= State of Idaho Executive Residence =

Former official residence of the governor of Idaho

The State of Idaho has been without an official governor's residence since 2013.

Pierce House, in Boise's North End at 1805 N. 21st Street, served that role from 1947 to 1989. From 2009 until 2013, the former home of billionaire agribusiness magnate J. R. Simplot (1909–2008) and his wife Esther Simplot, served as the governor's official residence, although the house remained unoccupied; during this period, it was officially known as Idaho House.

Citing upkeep costs, the state returned the house to the Simplot family in 2013; it was demolished in January 2016, although its substantial flagpole remains.

==Background==
In 1995, the Idaho Legislature formed a Governor's Housing Committee and Residence Fund "for the purpose of providing a Governor's housing allowance and/or the acquisition, construction, remodel, furnishing, equipping, or maintaining a Governor's residence." In 1999, the Legislature amended Idaho law to allow the Governor's Housing Committee "to accept grants, gifts, or donations related to a governor's residence."

==The Simplot mansion==
J. R. Simplot, once among the 100 richest Americans, bought 2200 acre of undeveloped land in the Boise foothills in 1947 for five dollars an acre. Thirty-two years later in 1979, he built a Mediterranean-style villa on the land, located at 4000 Simplot Lane, on the top of a prominent hill in what had become the Highlands neighborhood of North Boise. The hill's elevation is about 3150 ft above sea level, north of and over 200 ft above adjacent Bogus Basin Road.

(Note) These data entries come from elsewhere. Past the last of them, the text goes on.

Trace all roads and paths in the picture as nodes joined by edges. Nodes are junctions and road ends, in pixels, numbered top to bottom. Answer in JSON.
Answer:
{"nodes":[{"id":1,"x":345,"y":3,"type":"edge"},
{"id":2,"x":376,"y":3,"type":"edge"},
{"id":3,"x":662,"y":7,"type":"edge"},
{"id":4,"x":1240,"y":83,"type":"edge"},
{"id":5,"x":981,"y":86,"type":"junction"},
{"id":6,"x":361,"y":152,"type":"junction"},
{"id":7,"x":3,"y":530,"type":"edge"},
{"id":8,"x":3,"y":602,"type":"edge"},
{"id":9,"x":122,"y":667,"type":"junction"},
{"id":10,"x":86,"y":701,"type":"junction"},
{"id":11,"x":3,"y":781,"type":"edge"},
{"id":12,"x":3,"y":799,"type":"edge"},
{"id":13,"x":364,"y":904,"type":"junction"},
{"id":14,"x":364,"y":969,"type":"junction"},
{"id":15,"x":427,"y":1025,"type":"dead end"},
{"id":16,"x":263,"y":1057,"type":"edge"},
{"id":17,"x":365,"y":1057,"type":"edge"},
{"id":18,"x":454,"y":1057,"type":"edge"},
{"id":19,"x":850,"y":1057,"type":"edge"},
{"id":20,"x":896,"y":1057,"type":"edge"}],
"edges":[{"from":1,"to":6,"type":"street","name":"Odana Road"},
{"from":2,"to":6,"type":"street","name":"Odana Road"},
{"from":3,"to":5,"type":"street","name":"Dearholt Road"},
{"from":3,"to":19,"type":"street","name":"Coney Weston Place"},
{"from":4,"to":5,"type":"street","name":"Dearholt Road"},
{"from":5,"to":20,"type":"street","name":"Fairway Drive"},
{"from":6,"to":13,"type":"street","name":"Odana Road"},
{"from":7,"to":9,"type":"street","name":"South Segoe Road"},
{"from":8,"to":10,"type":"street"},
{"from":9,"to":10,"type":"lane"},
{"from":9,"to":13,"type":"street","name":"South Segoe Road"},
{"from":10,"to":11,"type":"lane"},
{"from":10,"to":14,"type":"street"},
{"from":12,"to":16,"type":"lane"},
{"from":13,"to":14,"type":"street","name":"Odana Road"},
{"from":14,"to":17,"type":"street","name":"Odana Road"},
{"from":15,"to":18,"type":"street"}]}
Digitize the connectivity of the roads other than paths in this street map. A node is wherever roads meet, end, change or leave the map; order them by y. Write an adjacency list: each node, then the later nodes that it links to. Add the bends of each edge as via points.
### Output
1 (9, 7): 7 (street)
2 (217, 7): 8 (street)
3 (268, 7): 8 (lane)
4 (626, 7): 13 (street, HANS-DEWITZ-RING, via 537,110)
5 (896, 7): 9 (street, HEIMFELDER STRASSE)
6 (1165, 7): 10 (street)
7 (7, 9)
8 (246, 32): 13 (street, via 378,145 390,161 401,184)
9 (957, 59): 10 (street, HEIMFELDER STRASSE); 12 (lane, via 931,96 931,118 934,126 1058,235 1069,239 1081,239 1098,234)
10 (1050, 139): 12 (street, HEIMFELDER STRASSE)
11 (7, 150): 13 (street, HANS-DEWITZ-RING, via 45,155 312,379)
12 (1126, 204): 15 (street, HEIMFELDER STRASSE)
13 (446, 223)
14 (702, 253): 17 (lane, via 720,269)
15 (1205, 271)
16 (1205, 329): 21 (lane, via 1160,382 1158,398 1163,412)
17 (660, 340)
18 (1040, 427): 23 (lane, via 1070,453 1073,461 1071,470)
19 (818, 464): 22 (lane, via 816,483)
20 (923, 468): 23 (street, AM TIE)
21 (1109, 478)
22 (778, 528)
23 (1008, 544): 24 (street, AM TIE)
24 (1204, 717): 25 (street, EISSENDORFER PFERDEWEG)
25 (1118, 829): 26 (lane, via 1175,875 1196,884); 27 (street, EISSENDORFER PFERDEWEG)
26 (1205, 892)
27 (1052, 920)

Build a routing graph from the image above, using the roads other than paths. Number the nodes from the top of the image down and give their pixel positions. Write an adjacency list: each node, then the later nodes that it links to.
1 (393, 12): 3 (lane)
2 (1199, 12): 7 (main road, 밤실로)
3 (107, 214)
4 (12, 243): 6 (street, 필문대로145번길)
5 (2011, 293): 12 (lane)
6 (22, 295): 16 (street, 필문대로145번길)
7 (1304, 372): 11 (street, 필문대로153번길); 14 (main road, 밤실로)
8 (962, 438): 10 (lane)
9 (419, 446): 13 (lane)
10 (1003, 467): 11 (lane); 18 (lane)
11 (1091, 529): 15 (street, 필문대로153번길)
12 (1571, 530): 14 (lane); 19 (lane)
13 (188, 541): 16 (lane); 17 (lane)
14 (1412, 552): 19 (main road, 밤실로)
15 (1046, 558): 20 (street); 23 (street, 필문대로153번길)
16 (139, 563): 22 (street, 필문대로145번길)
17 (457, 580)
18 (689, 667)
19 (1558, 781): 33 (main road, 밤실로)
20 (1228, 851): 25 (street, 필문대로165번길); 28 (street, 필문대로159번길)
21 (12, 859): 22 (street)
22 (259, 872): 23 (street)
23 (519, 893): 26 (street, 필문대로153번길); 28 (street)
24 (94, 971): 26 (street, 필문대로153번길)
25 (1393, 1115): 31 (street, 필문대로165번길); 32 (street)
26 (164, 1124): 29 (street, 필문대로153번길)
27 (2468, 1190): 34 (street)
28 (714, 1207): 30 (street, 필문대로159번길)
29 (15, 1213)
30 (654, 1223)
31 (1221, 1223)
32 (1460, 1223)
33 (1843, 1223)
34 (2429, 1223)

The main level of the home consisted of two bedrooms, two and a half bathrooms, a library, a main kitchen and caterer's kitchen, and a board room/dining room, while the upper level consisted of an office, bathroom, entertainment area and great room/formal dining room. The 38 acre property included a 7,370 ft2 house and a 1,151 ft2 garage.

The house was visible for miles, and was dubbed "Fort Simplot" by neighbors who said it resembled a Boy Scout camp. A flagpole flying a 30 by 50 ft American flag was erected in 1980. Neighbors soon complained that the noise from the flag disturbed their sleep at night; Simplot responded by raising the flagpole to 100 ft. A mudslide from the slopes of the hill in 1983 caused $20,000 in damage to an adjacent home.

Simplot gave the property to the state government on December 21, 2004, to serve as a residence for future governors after his own death, on the sole condition that a massive American flag continue to fly above the home. Dirk Kempthorne, governor at the time of the donation, accepted Simplot's donation of the $2.1 million property in 2004 and launched a $3 million private fund raising effort to renovate the interior. He also planned to sell naming rights to various rooms to make the house a showcase for Idaho industry, but Kempthorne resigned in June 2006 to become Secretary of the Interior and the plans were never implemented under his short-term successor, Jim Risch. The state's next governor, Butch Otter, was a former executive with the Simplot Company. He had divorced Simplot's daughter Gay in 1993, and declined to live in the mansion that his former father-in-law had built. In the 2006 gubernatorial election, Otter's Democratic opponent Jerry Brady called the house "too gaudy for a governor."

Simplot died at age 99 in 2008; the following year, some state legislators suggested selling the thirty-year-old home, using the proceeds to build a new mansion on state-owned residential property nearby. In January 2009, it was reported that a fund-raising campaign for the mansion had "sputtered" and that the cost of maintaining the lawn, $100,000 a year, was depleting funds. Otter and his wife Lori lived on their ranch west of the city near Star and received a state housing allowance of $58,000 per year, causing controversy. The Idaho Statesman editorialized that "It is ridiculous to subsidize his living expenses." Otter said he would stop taking the allowance once the state finished minimal renovations to the mansion, but would still not live there.

In 2013, the state government returned ownership of the property to the Simplot family due to the cost of its maintenance. Again citing maintenance costs, the family announced on January 4, 2016, that the house would be demolished. Demolition of the mansion began the same day, and was completed within a week. The Simplot family has not disclosed any plans for the site.